1.3    Interpretation. Except as otherwise expressly provided herein, the rules of interpretation set forth in the Loan Agreement shall apply to this Guaranty.

2.    GUARANTY OF PAYMENT.

2.1.    Guaranteed Obligations. The Guarantor hereby guarantees to the Lender and each of the holders of the Guaranteed Obligations, absolutely, unconditionally and irrevocably, the prompt performance and payment when due (whether at a stated maturity or earlier by reason of acceleration or otherwise) of the following liabilities, obligations and indebtedness (hereinafter collectively referred to as the "Guaranteed Obligations"): (a) any and all obligations, liabilities and indebtedness of the Borrowers to the Lender, whether now existing or hereafter arising under or in connection with the Loan Agreement and whether for principal, interest, fees and other loan charges, indemnities, reimbursement obligations, or otherwise, (b) all indebtedness evidenced by any promissory note or notes from time to time made or issued by the Borrowers pursuant to the Loan Agreement, or by any promissory note taken in renewal, amendment, exchange or substitution thereof or therefor, including interest on all of the foregoing, (c) all reasonable costs and expenses of collection, including reasonable attorneys’ fees, and (d) interest and other monetary obligations accruing during the pendency of any bankruptcy, insolvency, receivership or similar proceeding involving the Borrowers, regardless of whether allowed or allowable in such proceeding.

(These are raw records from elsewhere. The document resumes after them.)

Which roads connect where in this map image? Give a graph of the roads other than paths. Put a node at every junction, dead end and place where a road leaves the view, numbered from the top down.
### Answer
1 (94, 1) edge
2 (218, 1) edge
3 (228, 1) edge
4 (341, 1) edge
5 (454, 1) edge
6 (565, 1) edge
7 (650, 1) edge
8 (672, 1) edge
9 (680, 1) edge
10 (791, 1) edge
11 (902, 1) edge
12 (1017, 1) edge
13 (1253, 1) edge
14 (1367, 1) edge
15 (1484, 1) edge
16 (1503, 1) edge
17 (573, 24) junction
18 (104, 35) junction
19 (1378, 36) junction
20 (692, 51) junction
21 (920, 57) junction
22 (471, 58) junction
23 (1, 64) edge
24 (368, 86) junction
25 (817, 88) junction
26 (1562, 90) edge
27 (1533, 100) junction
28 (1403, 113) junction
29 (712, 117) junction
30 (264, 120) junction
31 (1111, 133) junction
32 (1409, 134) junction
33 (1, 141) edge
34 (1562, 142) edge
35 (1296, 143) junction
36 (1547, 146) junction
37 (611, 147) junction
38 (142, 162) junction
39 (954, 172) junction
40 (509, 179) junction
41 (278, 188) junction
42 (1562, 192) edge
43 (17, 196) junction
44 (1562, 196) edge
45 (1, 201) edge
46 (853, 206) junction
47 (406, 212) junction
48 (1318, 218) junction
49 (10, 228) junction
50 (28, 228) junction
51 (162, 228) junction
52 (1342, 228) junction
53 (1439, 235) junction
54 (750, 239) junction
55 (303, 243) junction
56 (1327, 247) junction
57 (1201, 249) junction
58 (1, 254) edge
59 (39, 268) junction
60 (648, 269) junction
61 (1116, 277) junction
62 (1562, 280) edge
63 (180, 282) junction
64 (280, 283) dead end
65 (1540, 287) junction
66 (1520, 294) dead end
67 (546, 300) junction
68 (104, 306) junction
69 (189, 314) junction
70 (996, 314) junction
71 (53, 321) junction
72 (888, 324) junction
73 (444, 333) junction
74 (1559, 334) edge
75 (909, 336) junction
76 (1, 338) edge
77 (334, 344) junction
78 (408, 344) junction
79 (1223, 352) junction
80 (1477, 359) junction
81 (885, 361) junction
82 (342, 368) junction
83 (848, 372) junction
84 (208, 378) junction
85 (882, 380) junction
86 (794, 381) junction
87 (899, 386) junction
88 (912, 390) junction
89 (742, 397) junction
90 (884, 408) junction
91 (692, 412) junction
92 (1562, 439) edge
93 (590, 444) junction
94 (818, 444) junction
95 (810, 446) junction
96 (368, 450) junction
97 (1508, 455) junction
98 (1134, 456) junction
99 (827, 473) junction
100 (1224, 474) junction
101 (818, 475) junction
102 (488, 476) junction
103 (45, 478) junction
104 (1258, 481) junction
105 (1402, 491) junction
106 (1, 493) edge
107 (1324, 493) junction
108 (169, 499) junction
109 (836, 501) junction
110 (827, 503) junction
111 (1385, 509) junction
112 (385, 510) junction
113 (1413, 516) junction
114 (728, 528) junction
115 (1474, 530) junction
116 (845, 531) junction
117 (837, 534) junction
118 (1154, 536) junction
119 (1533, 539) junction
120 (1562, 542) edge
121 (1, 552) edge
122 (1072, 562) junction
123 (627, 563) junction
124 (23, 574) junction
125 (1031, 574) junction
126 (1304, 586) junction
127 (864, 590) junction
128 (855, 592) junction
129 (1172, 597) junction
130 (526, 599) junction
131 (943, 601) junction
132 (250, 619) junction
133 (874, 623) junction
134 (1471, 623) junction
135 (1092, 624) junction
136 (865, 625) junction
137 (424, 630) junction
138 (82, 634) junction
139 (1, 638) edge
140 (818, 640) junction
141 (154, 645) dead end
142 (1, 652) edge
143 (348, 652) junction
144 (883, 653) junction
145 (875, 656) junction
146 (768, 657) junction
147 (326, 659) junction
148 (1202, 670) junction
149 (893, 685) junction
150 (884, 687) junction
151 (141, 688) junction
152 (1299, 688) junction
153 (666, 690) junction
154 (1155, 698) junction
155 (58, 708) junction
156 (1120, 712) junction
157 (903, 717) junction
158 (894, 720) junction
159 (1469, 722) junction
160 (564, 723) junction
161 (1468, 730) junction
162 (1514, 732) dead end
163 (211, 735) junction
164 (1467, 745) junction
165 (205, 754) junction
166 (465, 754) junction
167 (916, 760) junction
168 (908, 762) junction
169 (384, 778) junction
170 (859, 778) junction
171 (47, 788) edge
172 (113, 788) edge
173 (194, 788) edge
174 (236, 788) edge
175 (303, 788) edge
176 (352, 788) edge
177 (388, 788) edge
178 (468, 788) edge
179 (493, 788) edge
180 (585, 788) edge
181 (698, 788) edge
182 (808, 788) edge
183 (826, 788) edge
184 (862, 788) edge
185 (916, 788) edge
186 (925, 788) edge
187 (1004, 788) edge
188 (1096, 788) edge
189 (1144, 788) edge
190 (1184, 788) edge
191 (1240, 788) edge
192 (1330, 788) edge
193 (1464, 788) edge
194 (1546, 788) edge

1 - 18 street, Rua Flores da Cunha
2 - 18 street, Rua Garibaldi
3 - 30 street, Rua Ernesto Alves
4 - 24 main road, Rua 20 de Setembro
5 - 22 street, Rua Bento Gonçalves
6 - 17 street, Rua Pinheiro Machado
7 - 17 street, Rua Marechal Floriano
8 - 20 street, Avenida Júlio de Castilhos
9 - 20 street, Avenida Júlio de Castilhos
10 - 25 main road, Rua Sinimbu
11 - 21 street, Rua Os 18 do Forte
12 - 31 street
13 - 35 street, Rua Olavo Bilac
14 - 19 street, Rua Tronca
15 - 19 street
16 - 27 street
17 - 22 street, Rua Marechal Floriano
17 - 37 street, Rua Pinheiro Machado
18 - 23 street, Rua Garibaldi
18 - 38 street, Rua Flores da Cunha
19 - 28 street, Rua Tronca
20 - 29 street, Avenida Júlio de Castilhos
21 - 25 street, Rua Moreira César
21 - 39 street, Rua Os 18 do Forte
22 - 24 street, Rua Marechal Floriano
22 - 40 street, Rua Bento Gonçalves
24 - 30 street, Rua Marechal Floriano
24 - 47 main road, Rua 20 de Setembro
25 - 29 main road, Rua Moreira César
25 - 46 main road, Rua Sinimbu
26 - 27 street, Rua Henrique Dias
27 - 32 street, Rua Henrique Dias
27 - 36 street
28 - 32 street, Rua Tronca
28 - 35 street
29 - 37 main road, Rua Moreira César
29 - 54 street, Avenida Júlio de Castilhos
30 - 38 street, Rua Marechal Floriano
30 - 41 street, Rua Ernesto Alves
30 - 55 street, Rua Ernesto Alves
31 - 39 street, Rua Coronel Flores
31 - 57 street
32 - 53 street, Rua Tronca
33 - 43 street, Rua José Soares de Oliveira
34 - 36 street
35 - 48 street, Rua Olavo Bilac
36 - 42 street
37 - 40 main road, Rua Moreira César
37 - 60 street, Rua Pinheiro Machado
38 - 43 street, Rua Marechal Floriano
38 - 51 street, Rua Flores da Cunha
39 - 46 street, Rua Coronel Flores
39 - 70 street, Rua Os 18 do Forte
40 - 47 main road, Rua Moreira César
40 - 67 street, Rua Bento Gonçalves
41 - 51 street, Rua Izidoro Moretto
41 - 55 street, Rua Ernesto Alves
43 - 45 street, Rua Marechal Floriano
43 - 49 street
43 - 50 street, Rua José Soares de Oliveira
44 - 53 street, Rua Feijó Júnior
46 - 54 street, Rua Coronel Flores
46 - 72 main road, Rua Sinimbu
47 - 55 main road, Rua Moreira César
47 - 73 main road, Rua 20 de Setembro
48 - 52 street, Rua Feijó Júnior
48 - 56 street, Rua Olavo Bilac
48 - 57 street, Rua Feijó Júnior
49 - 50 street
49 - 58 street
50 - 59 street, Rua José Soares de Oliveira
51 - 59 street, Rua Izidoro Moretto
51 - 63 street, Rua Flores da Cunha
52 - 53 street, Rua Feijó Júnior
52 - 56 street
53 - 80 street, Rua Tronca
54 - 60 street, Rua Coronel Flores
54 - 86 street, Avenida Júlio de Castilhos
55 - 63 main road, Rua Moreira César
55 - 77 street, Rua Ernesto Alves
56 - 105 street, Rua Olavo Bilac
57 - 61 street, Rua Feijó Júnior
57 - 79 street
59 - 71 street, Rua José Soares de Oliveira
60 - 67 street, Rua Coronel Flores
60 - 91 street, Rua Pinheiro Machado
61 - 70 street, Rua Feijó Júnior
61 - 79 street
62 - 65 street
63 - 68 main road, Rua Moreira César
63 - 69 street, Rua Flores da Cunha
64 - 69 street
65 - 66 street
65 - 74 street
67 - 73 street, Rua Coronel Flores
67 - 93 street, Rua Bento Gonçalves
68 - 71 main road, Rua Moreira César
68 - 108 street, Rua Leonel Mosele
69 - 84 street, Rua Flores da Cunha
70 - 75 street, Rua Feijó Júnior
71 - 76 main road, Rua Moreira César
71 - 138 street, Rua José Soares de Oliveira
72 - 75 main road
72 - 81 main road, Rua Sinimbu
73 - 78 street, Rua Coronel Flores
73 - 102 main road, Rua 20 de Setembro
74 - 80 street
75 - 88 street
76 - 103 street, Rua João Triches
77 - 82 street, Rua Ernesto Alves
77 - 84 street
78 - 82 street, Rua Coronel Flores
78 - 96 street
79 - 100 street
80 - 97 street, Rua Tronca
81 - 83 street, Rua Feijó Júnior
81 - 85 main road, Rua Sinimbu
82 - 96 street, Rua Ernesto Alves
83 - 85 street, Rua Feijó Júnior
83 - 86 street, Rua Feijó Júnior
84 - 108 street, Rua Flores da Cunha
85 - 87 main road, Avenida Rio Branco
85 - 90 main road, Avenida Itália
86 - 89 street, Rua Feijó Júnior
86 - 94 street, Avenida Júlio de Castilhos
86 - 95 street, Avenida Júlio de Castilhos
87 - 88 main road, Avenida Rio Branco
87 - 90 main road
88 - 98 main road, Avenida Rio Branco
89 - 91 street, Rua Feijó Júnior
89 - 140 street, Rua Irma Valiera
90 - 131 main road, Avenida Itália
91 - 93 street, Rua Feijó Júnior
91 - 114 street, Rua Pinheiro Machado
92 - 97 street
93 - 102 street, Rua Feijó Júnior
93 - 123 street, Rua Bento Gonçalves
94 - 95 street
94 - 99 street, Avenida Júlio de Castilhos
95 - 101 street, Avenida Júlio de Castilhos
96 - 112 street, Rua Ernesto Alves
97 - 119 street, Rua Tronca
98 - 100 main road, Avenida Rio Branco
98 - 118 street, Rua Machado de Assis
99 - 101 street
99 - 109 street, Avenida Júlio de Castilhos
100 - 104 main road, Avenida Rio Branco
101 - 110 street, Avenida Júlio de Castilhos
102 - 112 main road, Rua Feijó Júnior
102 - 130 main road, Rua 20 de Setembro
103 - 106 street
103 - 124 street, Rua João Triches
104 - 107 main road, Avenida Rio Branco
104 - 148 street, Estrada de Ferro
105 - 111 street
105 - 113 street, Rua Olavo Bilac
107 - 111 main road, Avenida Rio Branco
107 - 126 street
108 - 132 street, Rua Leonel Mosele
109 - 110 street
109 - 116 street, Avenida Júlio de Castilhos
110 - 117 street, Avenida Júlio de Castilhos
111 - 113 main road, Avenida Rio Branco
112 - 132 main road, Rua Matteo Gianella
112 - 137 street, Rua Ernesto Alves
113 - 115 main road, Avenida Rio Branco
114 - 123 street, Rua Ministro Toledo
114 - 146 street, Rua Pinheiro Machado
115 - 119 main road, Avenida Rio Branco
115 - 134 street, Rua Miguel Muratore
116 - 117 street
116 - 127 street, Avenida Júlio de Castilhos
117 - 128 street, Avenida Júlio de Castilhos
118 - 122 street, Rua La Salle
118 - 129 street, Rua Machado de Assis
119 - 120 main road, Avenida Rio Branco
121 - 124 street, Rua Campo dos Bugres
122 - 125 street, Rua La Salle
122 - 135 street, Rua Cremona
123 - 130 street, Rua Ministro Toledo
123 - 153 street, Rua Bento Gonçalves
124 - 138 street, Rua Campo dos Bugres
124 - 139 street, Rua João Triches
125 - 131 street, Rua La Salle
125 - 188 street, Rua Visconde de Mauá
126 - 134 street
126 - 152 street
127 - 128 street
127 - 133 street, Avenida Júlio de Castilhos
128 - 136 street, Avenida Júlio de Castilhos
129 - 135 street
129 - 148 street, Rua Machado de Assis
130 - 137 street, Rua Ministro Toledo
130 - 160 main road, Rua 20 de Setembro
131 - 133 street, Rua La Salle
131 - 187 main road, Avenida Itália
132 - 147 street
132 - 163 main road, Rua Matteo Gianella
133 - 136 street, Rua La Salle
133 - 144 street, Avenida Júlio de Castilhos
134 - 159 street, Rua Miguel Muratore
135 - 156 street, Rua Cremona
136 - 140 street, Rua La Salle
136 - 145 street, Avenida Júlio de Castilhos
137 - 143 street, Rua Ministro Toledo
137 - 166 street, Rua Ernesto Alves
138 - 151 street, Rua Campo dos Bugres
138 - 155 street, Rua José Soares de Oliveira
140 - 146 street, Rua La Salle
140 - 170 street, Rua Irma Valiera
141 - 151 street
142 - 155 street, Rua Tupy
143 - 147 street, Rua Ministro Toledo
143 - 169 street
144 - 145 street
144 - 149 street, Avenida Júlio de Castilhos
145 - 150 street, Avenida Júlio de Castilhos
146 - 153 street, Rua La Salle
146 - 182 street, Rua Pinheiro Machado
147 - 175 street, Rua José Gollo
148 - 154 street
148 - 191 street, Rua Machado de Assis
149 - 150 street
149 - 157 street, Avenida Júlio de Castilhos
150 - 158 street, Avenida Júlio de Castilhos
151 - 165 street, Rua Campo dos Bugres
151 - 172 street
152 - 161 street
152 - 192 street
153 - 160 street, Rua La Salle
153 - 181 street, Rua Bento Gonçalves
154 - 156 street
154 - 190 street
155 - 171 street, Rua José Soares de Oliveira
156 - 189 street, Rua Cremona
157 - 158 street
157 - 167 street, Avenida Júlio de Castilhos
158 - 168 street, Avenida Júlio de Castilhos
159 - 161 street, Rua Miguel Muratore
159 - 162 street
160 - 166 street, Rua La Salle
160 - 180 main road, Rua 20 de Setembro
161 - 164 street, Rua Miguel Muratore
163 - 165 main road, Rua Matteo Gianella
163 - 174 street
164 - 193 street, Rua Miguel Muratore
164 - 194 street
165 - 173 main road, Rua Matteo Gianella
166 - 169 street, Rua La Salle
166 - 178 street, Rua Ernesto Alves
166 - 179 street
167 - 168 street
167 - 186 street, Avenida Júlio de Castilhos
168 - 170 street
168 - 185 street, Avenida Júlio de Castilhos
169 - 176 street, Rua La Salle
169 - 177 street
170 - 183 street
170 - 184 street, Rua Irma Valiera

2.2.    Primary and Direct Liability. The Guarantor agrees that its liability under this Guaranty shall be primary and direct, and that the Lender or any holder of the Guaranteed Obligations shall not be required, before enforcing this Guaranty against the Guarantor, (a) to pursue any right or remedy it may have against any other Co-Obligors, (b) to commence any action or obtain any judgment against a Borrower or any other Co-Obligor, or (c) to foreclose or realize any security interest in, or otherwise to exercise rights and remedies against, any property of a Borrower or any other Person in which the Lender holds a security interest.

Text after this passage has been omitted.